Give the data a second time, exactly and in full.

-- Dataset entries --
Start of Block

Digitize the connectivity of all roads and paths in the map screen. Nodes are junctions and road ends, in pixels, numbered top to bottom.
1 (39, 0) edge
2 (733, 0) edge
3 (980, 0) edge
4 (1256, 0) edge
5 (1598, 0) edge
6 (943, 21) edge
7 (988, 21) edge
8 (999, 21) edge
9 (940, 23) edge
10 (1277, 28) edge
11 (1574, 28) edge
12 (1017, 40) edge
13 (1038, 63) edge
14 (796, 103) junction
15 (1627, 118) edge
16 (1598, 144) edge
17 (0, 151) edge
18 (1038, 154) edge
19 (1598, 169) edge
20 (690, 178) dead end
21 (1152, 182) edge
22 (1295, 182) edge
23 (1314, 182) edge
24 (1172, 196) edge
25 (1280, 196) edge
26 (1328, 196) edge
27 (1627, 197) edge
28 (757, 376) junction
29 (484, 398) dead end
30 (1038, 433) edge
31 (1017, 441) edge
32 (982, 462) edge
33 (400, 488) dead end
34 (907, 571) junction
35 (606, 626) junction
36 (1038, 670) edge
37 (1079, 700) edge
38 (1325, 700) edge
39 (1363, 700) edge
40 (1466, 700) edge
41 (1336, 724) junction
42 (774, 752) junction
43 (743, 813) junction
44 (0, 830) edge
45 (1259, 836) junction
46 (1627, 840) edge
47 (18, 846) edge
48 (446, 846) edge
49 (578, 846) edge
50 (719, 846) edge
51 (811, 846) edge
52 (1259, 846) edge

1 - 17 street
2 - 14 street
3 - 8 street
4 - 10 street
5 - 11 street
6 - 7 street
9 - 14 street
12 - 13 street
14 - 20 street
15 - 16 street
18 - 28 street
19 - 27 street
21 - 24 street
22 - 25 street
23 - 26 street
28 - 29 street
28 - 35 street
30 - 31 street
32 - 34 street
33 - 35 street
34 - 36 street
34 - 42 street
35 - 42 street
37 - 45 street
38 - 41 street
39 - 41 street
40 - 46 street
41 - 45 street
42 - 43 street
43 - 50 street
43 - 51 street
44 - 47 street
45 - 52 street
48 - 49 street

End of Block

-- Solution to this problem --
Digitize the connectivity of all roads and paths in the map screen. Nodes are junctions and road ends, in pixels, numbered top to bottom.
1 (39, 0) edge
2 (733, 0) edge
3 (980, 0) edge
4 (1256, 0) edge
5 (1598, 0) edge
6 (943, 21) edge
7 (988, 21) edge
8 (999, 21) edge
9 (940, 23) edge
10 (1277, 28) edge
11 (1574, 28) edge
12 (1017, 40) edge
13 (1038, 63) edge
14 (796, 103) junction
15 (1627, 118) edge
16 (1598, 144) edge
17 (0, 151) edge
18 (1038, 154) edge
19 (1598, 169) edge
20 (690, 178) dead end
21 (1152, 182) edge
22 (1295, 182) edge
23 (1314, 182) edge
24 (1172, 196) edge
25 (1280, 196) edge
26 (1328, 196) edge
27 (1627, 197) edge
28 (757, 376) junction
29 (484, 398) dead end
30 (1038, 433) edge
31 (1017, 441) edge
32 (982, 462) edge
33 (400, 488) dead end
34 (907, 571) junction
35 (606, 626) junction
36 (1038, 670) edge
37 (1079, 700) edge
38 (1325, 700) edge
39 (1363, 700) edge
40 (1466, 700) edge
41 (1336, 724) junction
42 (774, 752) junction
43 (743, 813) junction
44 (0, 830) edge
45 (1259, 836) junction
46 (1627, 840) edge
47 (18, 846) edge
48 (446, 846) edge
49 (578, 846) edge
50 (719, 846) edge
51 (811, 846) edge
52 (1259, 846) edge

1 - 17 street
2 - 14 street
3 - 8 street
4 - 10 street
5 - 11 street
6 - 7 street
9 - 14 street
12 - 13 street
14 - 20 street
15 - 16 street
18 - 28 street
19 - 27 street
21 - 24 street
22 - 25 street
23 - 26 street
28 - 29 street
28 - 35 street
30 - 31 street
32 - 34 street
33 - 35 street
34 - 36 street
34 - 42 street
35 - 42 street
37 - 45 street
38 - 41 street
39 - 41 street
40 - 46 street
41 - 45 street
42 - 43 street
43 - 50 street
43 - 51 street
44 - 47 street
45 - 52 street
48 - 49 street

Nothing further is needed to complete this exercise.